I've read, don't know if this is true, that if you walk across the Iberian Peninsula, say Granada to Lisbon, the language will morph more or less continuously from Spanish to Portuguese without a clear dividing line between the two.

This might not be true in our current communications era, but I like to think it was true not so long ago.
posted by signal at 8:43 AM on June 21, 2017


I love languages that are a lot like English but not quite, so I can sort of understand and then sections just go entirely incomprehensible for me. See also Gullah and Jamaican Patois.
posted by Nelson at 8:57 AM on June 21, 2017 [1 favorite]


Like poetry, this, right around 11:00:
Atween the forteenth a' sivinteenth santuries, a handful of ambassadors, envoys, and visitors cam to Scotland an' left accoonts a' their opinion a' the lied.

The [Deel kemp*] scriever, Don Pedro de Ayala, Castille a' Aragon, fe' forteen ninety eixt, sid King James the Fourth spack Scots as his [himmel**] tongue, an' its a different frae Soothernin as muckle as Catalan frae Spanish.
-----------------------------------
* "Welcome"?
** "Home", "native"?
posted by Herodios at 9:10 AM on June 21, 2017 [1 favorite]


The excellent Langfocus Youtube channel just did a (very well-researched) episode on Scots, which is a good companion-piece to this video.
posted by Happy Dave at 9:18 AM on June 21, 2017 [6 favorites]


I don't know anything about this guy, but I knew people who spoke Scots and they didn't sound much like that, forbye.

Just a note on this - this fella is a Scots language (leid) specialist, so he's speaking a pretty formalised form of Scots with deliberate substitution of words, including some that are pretty much archaic/extinct in everyday speech. There's an attempt to document and make consistent some of the spellings etc and I believe this is the form of Scots the Scottish Parliament uses when producing documents in Scots.

However, a lot of people slide between broad Scots (and its sub-dialects like Doric) and Scottish English, sometimes in the space of sentence, all day every day. And there are not, so far as I know, any Scots speakers (even those who speak to to the exclusion of all else) who do not speak Scottish English. If you speak Scots, you also are capable of speaking Scottish English, although the reverse is not always true.

The people you knew may have have been speaking a different regional sub dialect of Scots, or a less formalised version with less archaisms, or Scottish English with a smattering of Scots words.

The Langfocus video I posted above has some good examples of all of these and is worth a watch.

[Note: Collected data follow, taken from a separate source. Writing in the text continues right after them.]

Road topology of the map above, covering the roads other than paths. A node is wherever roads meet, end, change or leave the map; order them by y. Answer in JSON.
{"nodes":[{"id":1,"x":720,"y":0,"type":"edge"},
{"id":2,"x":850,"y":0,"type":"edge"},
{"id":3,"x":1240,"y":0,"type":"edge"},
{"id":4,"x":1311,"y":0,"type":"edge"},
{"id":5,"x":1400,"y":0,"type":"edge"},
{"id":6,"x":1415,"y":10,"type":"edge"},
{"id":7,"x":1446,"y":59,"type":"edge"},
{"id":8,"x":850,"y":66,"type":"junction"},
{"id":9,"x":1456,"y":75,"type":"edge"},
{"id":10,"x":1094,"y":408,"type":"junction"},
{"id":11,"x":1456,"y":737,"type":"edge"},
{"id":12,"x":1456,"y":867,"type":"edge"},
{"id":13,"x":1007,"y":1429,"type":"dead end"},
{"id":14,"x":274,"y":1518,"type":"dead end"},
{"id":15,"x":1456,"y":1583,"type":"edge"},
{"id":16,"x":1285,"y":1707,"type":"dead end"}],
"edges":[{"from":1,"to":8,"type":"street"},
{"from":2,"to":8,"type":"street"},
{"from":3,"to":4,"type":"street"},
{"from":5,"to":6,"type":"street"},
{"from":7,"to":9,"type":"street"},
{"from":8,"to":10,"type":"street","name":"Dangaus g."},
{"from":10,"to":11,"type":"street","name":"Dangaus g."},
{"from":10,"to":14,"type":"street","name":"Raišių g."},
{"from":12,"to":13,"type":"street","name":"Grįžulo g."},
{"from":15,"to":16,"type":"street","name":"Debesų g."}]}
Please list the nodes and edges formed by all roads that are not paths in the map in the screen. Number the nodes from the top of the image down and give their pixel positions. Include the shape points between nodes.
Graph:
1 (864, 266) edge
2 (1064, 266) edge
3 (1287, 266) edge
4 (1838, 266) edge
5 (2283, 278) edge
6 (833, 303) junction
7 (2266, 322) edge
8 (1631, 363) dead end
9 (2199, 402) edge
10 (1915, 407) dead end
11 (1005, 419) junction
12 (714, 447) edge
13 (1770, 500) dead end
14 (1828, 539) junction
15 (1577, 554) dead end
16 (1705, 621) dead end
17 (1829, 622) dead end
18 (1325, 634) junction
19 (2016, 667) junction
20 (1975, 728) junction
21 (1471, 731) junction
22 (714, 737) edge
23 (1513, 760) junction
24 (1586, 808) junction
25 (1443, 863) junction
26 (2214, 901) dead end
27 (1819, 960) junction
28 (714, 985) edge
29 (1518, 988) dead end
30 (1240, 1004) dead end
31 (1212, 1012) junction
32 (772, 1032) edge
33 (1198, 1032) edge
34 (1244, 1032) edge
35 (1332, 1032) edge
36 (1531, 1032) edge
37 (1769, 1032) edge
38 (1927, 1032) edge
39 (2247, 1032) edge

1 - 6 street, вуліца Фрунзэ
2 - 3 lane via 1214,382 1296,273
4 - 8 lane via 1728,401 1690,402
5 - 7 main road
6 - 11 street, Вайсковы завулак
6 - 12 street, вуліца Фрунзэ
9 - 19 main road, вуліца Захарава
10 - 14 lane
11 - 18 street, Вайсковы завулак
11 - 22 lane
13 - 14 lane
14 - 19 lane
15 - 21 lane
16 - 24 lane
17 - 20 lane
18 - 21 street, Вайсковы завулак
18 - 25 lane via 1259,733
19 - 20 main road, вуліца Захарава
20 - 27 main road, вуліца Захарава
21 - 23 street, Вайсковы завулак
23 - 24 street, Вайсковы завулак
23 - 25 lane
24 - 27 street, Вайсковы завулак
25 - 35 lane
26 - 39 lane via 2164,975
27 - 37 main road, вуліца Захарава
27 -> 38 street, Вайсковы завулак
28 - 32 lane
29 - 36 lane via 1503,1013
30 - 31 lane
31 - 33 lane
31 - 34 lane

Source: I'm Scottish, speak Scottish English day-to-day, occasionally dot my sentences with Scots words and have academic connections to the Scots leid folks through my wife.
posted by Happy Dave at 9:29 AM on June 21, 2017 [14 favorites]


A thread about Scots with no link to a Rab C. Nesbitt clip? Shame on you Metafilter.
posted by Ashwagandha at 9:43 AM on June 21, 2017 [2 favorites]


Ok, summoning @dialmformara so an actual linguist to correct me, but I thought the diffrence between dialect and language was mostly political, but in technical terms mostly based on mutual comprehensibility? So, if you can understand it speaking English, then Scots and English are dialects of one another by definition? (Likewise, apparently English and West Frisian). However, due to political factors people often get...upset at this definition? (For example, don't mention this around Spanish and Portuguese speakers...)
posted by Canageek at 10:04 AM on June 21, 2017


Ok, summoning @dialmformara so an actual linguist to correct me, but I thought the diffrence between dialect and language was mostly political, but in technical terms mostly based on mutual comprehensibility?

This is basically correct--as someone once said, a language is a dialect with an army and a navy. And there's definitely a spectrum of intelligibility--for example, a speaker of Iranian Arabic can understand a speaker of Iraqi Arabic decently, but they're both going to have a hard time communicating with a speaker of Moroccan Arabic if they don't all agree to switch to literary Arabic (or some other shared language like English).

However, I'm pretty sure Scots and English are considered different languages by both linguists and politicians, as are English and Frisian, and Spanish and Portuguese. My favorite examples of the political-ness of the distinction are:
  1. Danish and Swedish, which are the official languages of different countries but are close enough that a Dane and a Swede, each speaking their own language, can carry on a conversation perfectly comprehensible to both
  2. Chinese, which is treated as one language with many "regional dialects" by the Chinese government for the purpose of maintaining its power base, but is in fact between five and nine distinct language families, with as much difference between, say, Mandarin, Cantonese, and Hakka as between English, Russian, and Hindi.
posted by WizardOfDocs at 10:16 AM on June 21, 2017 [4 favorites]


Err, can you explain why if they are so easily understood they are considered separate by linguists? The politics angle makes total sense. Is it due to ancestry or something else?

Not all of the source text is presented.